Welcome to your Sunday digest…my breakdown of the things we’re thinking about and talking about in the Global Intelligence world.
First up this week…the strange world of profile pictures, or PFPs.
For those of us who grew up in the pre-internet age, it can be hard to wrap our heads around the idea of an avatar—a digital character or image that can represent your identity online.
It can be even harder for us to understand why people would pay hundreds, thousands, or even hundreds of thousands of dollars for unique avatars. After all, they’re just digital images…

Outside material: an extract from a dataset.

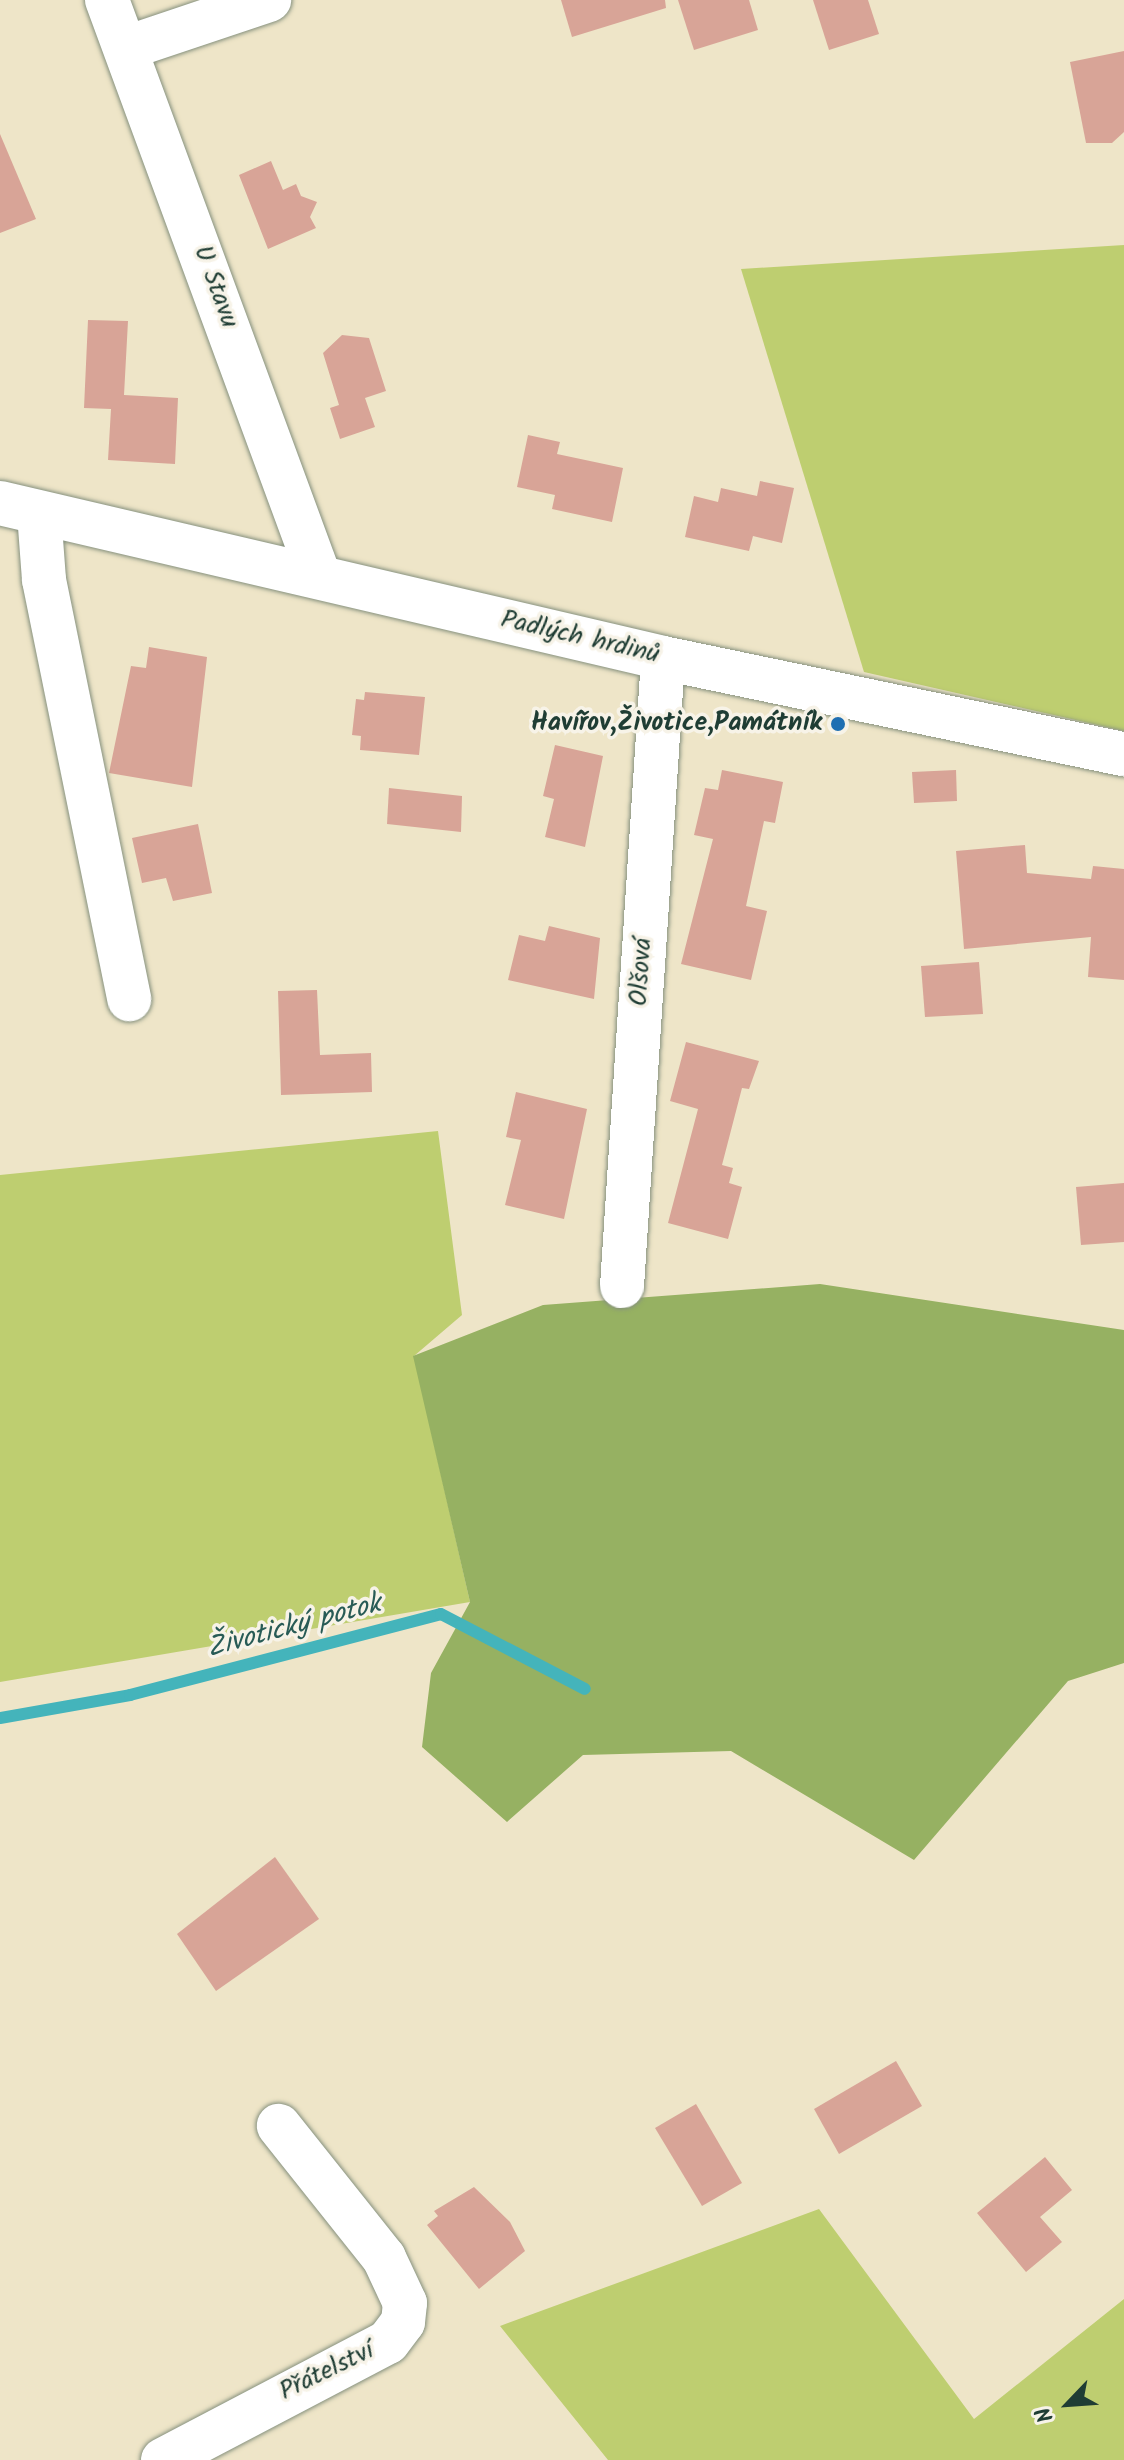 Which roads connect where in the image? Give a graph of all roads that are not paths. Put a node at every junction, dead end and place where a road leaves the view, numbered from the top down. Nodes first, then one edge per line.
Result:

Yet, for the generations of people who grew up in the internet age and who use the online world for everything from working to socializing to dating, a unique avatar is a status symbol. Which is why avatars from certain collections are in such high demand among younger people.
And where the young people go, the celebrities follow…
On Gwyneth Paltrow’s Twitter account at the moment, her profile picture is not an image of the wellness-obsessed celebrity smiling vapidly. It’s this:
That’s an NFT, or non-fungible token, from the World of Women collection.
NFTs are one-off, one-of-a-kind crypto tokens. Since NFTs can represent ownership of unique digital assets, they are used for unique PFPs.
This World of Women, or WoW, collection is the latest to catch the celebrity eye. Other WoW owners include Madonna (that’s her WoW on the left below). Madonna is also among the many celebrities who own a Bored Ape Yacht Club (that’s hers on the right), the most famous NFT PFP collection. Other famous owners of Bored Apes include Snoop Dogg, Jimmy Fallon, Tom Brady, Mark Cuban, Serena Williams, Justin Bieber, Eminem, Kevin Hart…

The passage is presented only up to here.